The MicVAD API is for recording user audio in the browser and running callbacks on speech segments and related events.

Support

Package	Type	Supported	Description
`@realtimex/vad-web`	`package`	Yes
`@realtimex/vad-react`	`package`	No, use the useMicVAD hook

Example

import { MicVAD } from "@realtimex/vad-web"
const myvad = await MicVAD.new({
    onSpeechEnd: (audio) => {
        // do something with `audio` (Float32Array of audio samples at sample rate 16000)...
    },
})
myvad.start()

Options

New instances of MicVAD are created by calling the async static method MicVAD.new(options).
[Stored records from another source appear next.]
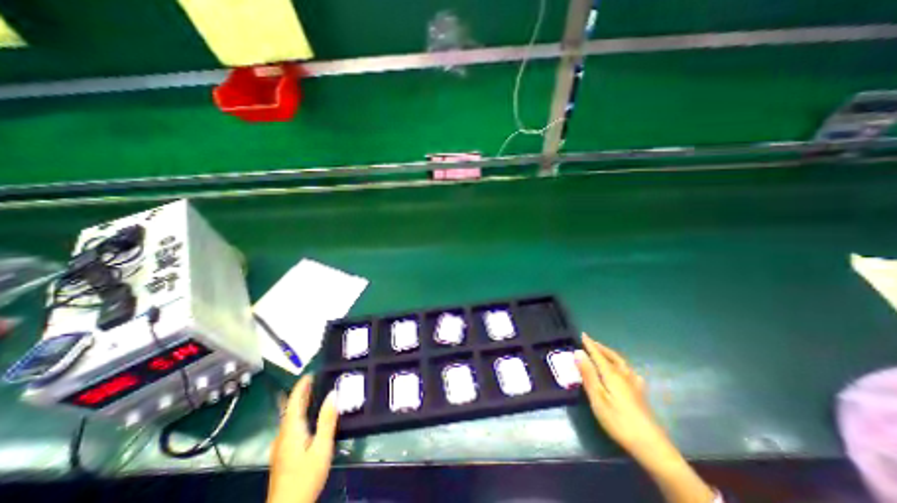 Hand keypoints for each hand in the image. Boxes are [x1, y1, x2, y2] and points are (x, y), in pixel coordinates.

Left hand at [267, 375, 338, 502]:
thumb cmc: (306, 476)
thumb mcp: (322, 447)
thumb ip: (327, 420)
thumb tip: (333, 394)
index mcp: (291, 430)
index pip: (294, 402)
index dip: (301, 386)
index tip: (310, 373)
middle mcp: (283, 435)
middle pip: (290, 409)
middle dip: (301, 393)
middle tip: (315, 380)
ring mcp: (281, 446)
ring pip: (290, 418)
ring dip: (299, 404)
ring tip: (313, 393)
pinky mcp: (283, 454)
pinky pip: (290, 426)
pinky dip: (299, 415)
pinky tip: (307, 418)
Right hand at [575, 334, 672, 463]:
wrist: (651, 445)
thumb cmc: (618, 421)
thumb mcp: (598, 398)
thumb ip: (588, 375)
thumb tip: (578, 352)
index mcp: (612, 374)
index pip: (598, 355)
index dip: (590, 344)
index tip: (583, 334)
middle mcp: (624, 375)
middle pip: (611, 356)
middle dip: (600, 347)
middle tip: (591, 342)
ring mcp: (634, 385)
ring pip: (621, 362)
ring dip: (610, 354)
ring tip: (604, 352)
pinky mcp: (640, 394)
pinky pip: (630, 372)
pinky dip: (622, 365)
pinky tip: (625, 371) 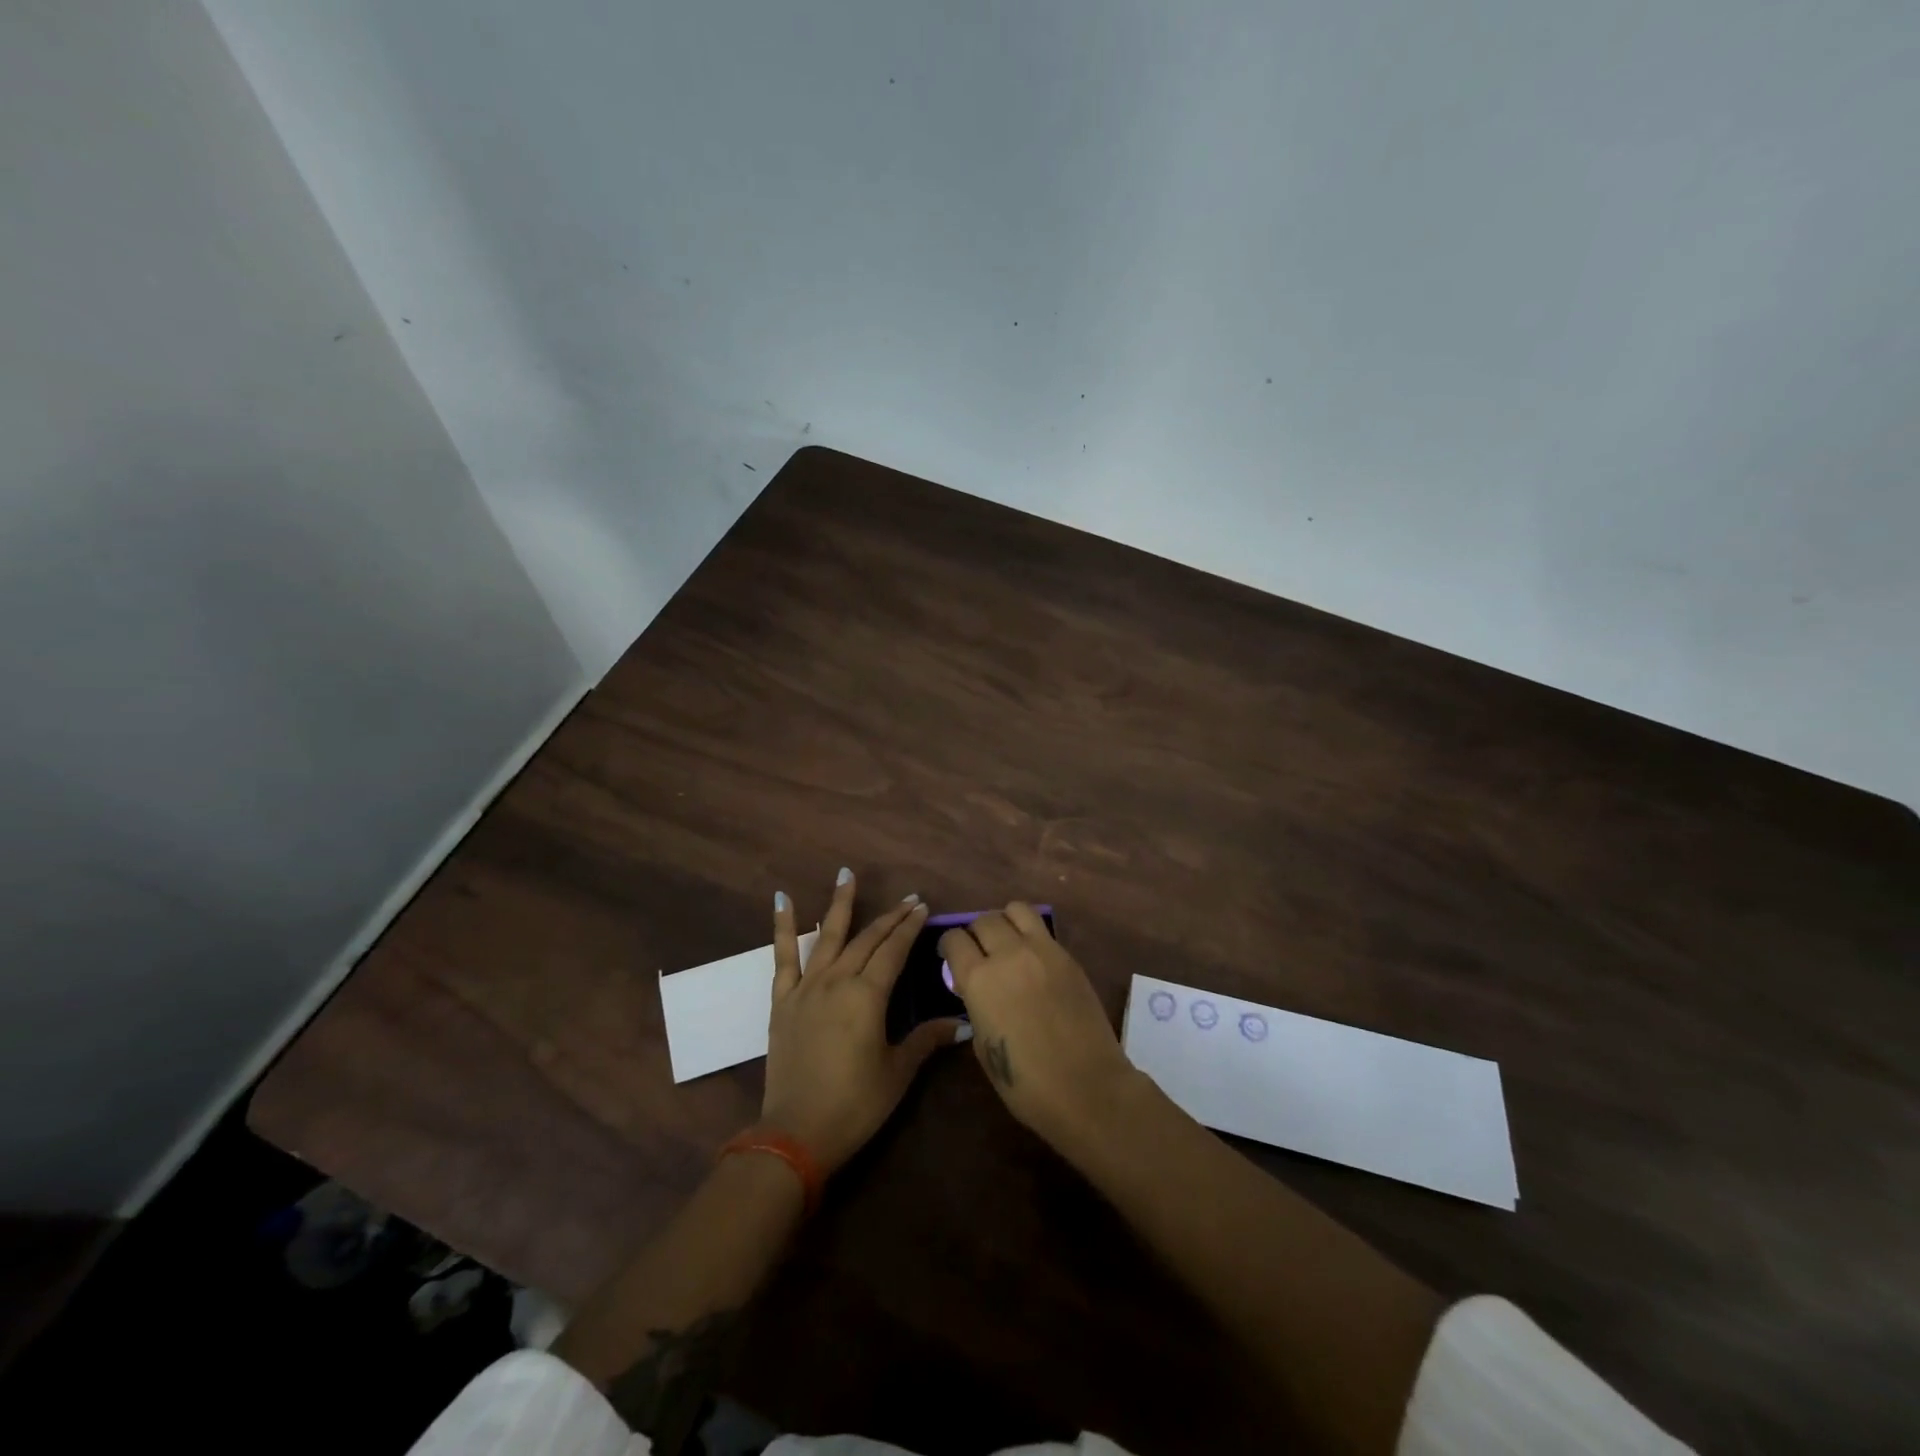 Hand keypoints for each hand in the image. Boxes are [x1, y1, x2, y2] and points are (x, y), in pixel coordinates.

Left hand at [761, 870, 963, 1172]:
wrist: (796, 1133)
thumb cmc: (855, 1104)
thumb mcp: (897, 1072)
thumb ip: (926, 1040)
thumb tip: (962, 1025)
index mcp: (868, 996)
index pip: (894, 951)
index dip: (910, 928)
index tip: (922, 907)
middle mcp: (838, 980)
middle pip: (867, 939)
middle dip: (890, 917)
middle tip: (908, 899)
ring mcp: (807, 987)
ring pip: (827, 936)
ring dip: (840, 904)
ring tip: (847, 874)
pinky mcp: (783, 1001)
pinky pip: (783, 956)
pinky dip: (783, 927)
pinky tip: (782, 900)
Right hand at [939, 903, 1139, 1152]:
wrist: (1087, 1087)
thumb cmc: (1026, 1082)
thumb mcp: (983, 1046)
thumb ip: (975, 1006)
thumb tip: (976, 990)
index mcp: (979, 979)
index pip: (954, 939)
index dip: (948, 946)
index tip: (950, 956)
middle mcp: (1009, 954)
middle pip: (984, 919)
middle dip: (975, 933)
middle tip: (979, 952)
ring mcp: (1043, 950)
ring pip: (1016, 910)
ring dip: (1005, 922)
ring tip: (1007, 942)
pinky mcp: (1068, 956)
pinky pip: (1042, 930)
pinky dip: (1031, 935)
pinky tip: (1033, 959) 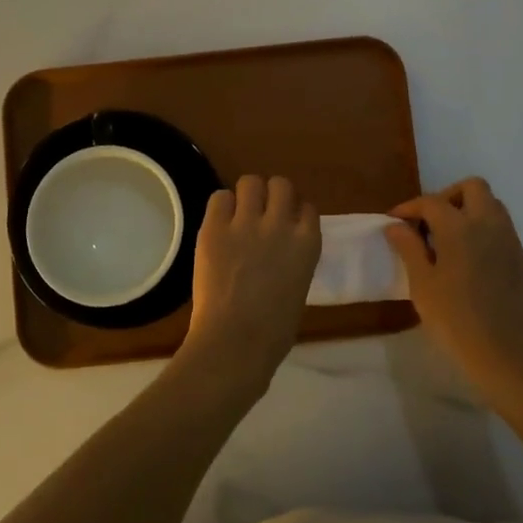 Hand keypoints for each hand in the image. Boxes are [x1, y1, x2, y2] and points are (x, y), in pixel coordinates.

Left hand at [178, 175, 321, 395]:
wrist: (236, 341)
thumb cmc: (274, 331)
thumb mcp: (299, 287)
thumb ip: (294, 261)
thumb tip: (279, 254)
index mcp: (308, 243)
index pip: (307, 208)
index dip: (295, 213)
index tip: (287, 224)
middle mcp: (280, 224)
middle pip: (280, 185)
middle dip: (272, 195)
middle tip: (261, 213)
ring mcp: (246, 223)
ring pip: (250, 182)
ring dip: (246, 195)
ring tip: (238, 214)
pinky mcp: (214, 227)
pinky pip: (219, 197)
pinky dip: (221, 207)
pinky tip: (220, 224)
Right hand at [386, 178, 522, 394]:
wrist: (506, 353)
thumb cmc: (454, 318)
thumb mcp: (422, 284)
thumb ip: (409, 248)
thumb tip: (396, 226)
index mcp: (460, 227)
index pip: (432, 202)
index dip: (410, 207)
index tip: (395, 220)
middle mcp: (489, 225)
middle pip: (473, 187)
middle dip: (449, 196)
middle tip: (430, 222)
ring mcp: (511, 242)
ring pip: (493, 206)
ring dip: (470, 211)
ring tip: (450, 240)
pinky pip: (503, 233)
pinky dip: (485, 234)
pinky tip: (472, 263)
The options object can contain the following fields (all are optional).

Option	Type	Default	Description
`getStream`	`() => Promise<MediaStream>`	Default getUserMedia with standard audio constraints	Function that returns a Promise resolving to a MediaStream. By default, creates a stream with standard audio constraints (channelCount: 1, echoCancellation: true, autoGainControl: true, noiseSuppression: true). Override this to use custom audio constraints or provide your own stream.
`pauseStream`	`(stream: MediaStream) => Promise<void>`	Stops all tracks in the stream	Function called when the VAD is paused. By default, stops all tracks in the provided stream. Override this to implement custom pause behavior.
`resumeStream`	`(stream: MediaStream) => Promise<MediaStream>`	Creates new stream with standard audio constraints	Function called when the VAD is resumed. By default, creates a new stream with standard audio constraints. Override this to implement custom resume behavior.
`onFrameProcessed`	`(probabilities: {isSpeech: float; notSpeech: float}, frame: Float32Array) => any`	`() => {}`	Callback to run after each frame. The frame parameter contains the raw audio data for that frame.
`onVADMisfire`	`() => any`	`() => {}`	Callback to run if speech start was detected but `onSpeechEnd` will not be run because the audio segment is smaller than `minSpeechMs`
`onSpeechStart`	`() => any`	`() => {}`	Callback to run when speech start is detected
`onSpeechRealStart`	`() => any`	`() => {}`	Callback to run when actual speech positive frames exceeds min speech frames threshold is detected
`onSpeechEnd`	`(audio: Float32Array) => any`	`() => {}`	Callback to run when speech end is detected. Takes as arg a Float32Array of audio samples between -1 and 1, sample rate 16000. This will not run if the audio segment is smaller than `minSpeechMs`
`positiveSpeechThreshold`	`number`	`0.5`	see algorithm configuration
`negativeSpeechThreshold`	`number`	`0.35`	see algorithm configuration
`redemptionMs`	`number`	`768`	see algorithm configuration
`preSpeechPadMs`	`number`	`96`	see algorithm configuration
`minSpeechMs`	`number`	`288`	see algorithm configuration
`submitUserSpeechOnPause`	`boolean`	`false`	If true, pausing the VAD triggers `onSpeechEnd` (if speaking with sufficient frames) or `onVADMisfire`
`model`	`"v6"`	`"v6"`	Silero model variant. Only v6 is supported.
`baseAssetPath`	`string`	`/`	URL or path relative to webroot where `vad.worklet.bundle.min.js` and `silero_vad_v6.onnx` will be loaded from
`onnxWASMBasePath`	`string`	`/`	URL or path relative to webroot where wasm files for onnxruntime-web will be loaded from
`workletOptions`	`AudioWorkletNodeOptions`	`{}`	Options to pass to the AudioWorkletNode constructor.

Attributes

Attributes	Type	Default	Description
`listening`	`boolean`	`false`	Is the VAD listening to mic input or is it paused?
`pause`	`() => void`		Stop listening to mic input
`start`	`() => void`		Start listening to mic input

NonRealTimeVAD

The NonRealTimeVAD API is for identifying segments of user speech if you already have a Float32Array of audio samples.

Support

Package	Type	Supported	Description
`@ricky0123/vad-web`	`package`	Yes
`@ricky0123/vad-react`	`package`	No

Example

const vad = require("@realtimex/vad-web")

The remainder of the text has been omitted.